[Human pose keypoint data]

********************

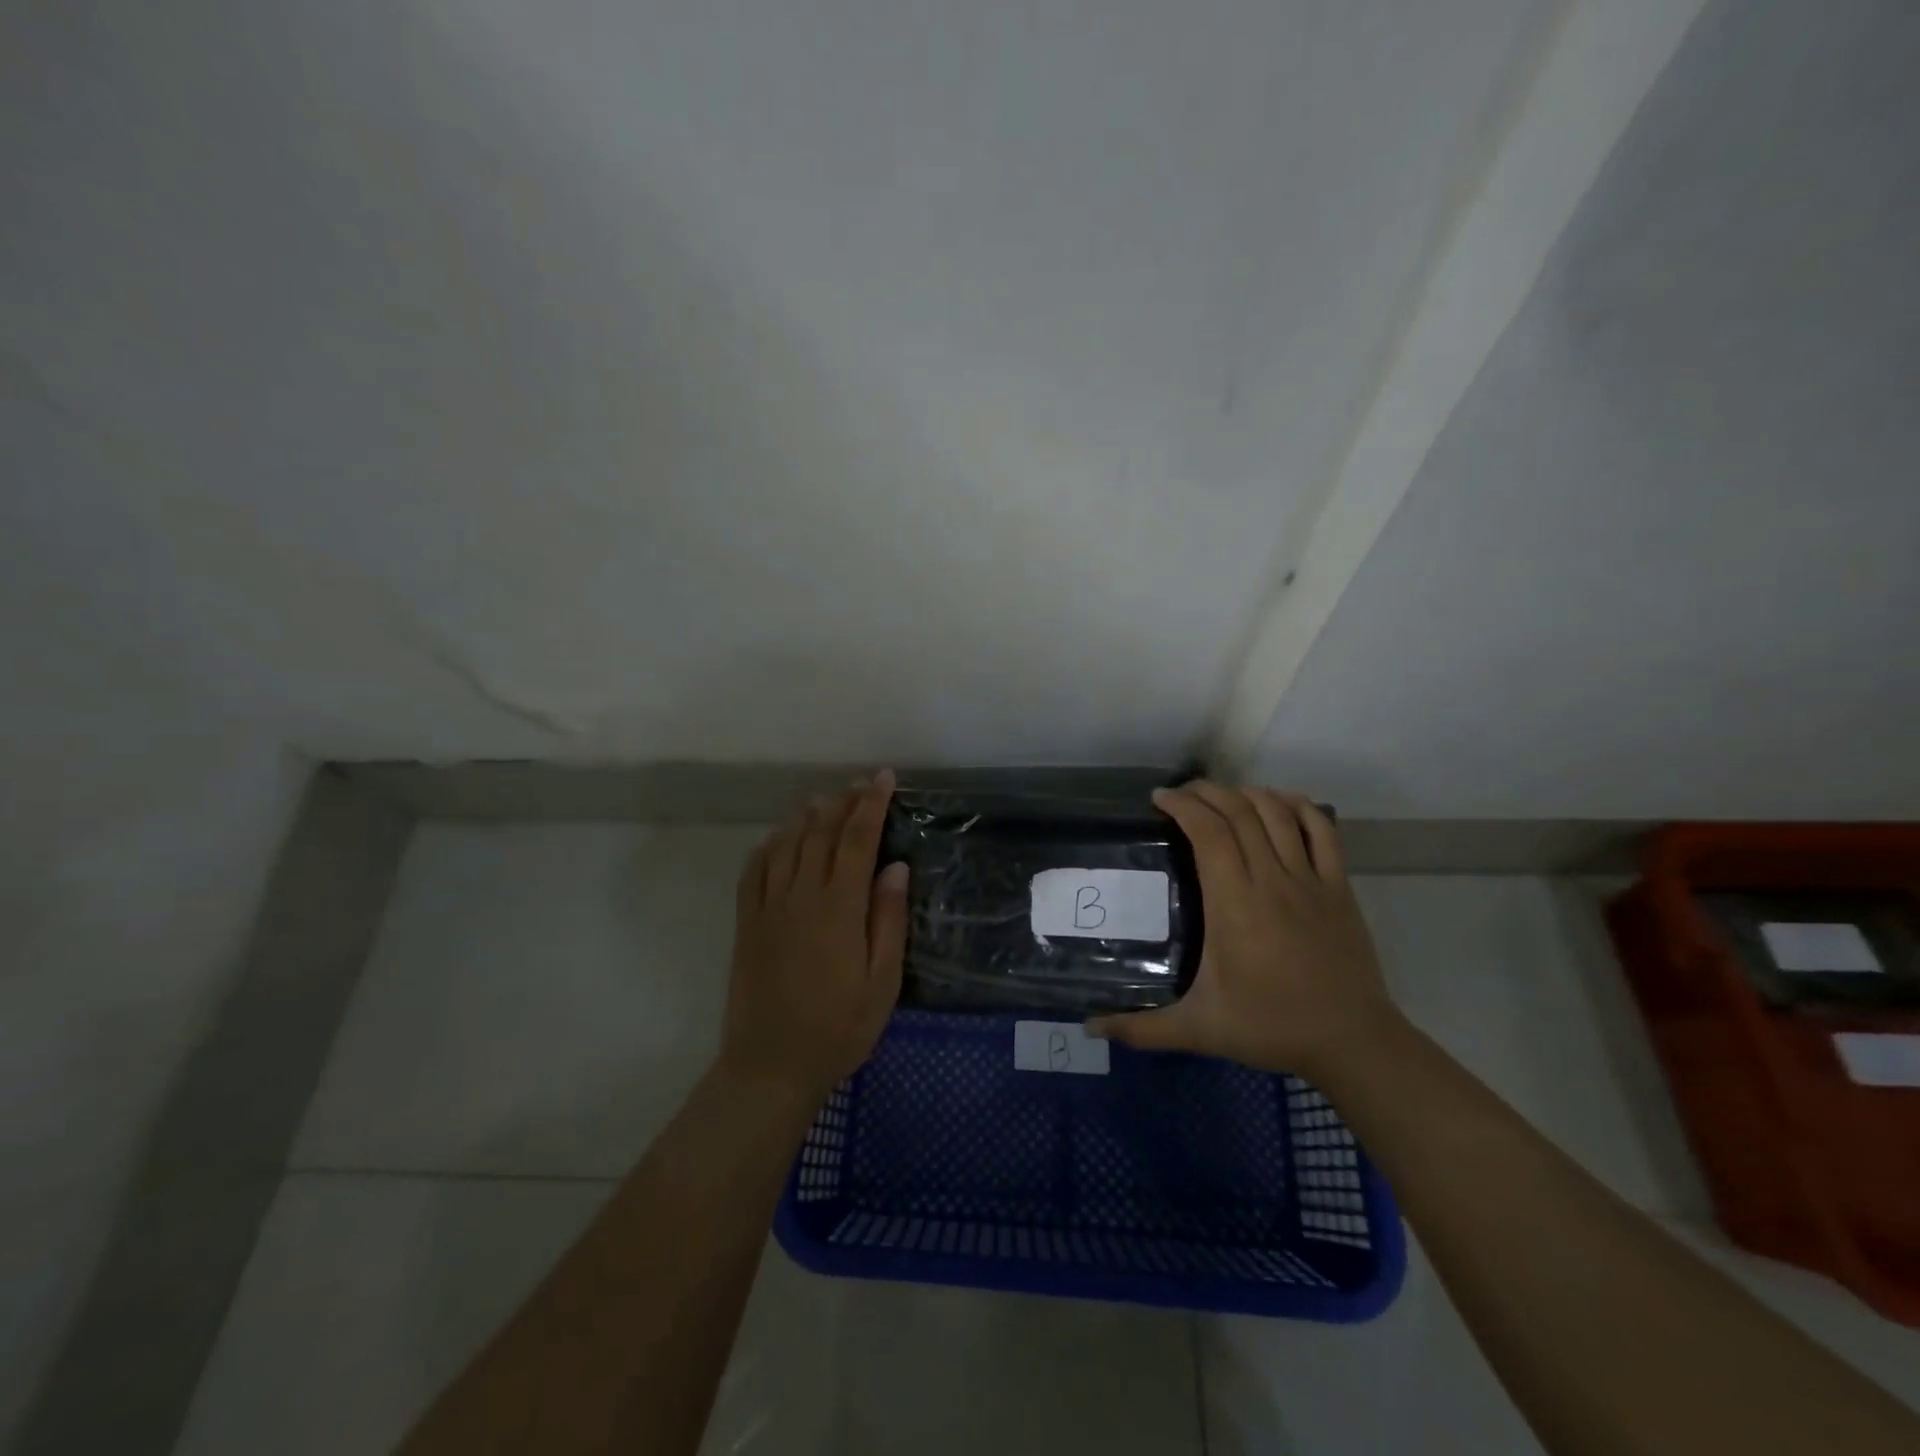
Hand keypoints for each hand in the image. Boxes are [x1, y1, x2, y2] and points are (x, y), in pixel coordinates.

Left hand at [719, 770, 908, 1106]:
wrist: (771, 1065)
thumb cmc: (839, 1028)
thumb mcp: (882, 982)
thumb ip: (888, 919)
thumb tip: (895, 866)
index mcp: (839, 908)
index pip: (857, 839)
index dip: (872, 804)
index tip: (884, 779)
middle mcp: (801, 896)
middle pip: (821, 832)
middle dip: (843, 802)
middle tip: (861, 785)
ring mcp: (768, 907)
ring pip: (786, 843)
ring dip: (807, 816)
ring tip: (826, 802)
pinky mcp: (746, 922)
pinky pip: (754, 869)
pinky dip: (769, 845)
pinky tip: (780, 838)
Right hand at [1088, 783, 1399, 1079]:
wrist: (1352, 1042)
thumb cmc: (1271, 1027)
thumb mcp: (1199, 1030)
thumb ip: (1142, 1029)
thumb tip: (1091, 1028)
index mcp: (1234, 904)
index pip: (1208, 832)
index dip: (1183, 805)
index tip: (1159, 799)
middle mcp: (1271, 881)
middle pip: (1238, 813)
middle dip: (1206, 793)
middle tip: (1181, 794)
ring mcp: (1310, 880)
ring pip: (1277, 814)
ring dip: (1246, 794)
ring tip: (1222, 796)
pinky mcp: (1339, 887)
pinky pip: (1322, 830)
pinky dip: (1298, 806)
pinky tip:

********************

_Required work_.
The line with "index tip: (884, 779)" ends the range, and the first line of the data begins it; repeat exactly those lines and nothing more, omitting pictures.

_Response to the task_.
Hand keypoints for each hand in the image. Boxes are [x1, y1, x2, y2] and points are (x, y), in pixel coordinates.

Left hand at [719, 770, 908, 1106]:
wrist: (771, 1065)
thumb cmc: (839, 1028)
thumb mcp: (882, 982)
thumb ip: (888, 919)
thumb tip: (895, 866)
index mcp: (839, 908)
index pip: (857, 839)
index dip: (872, 804)
index tip: (884, 779)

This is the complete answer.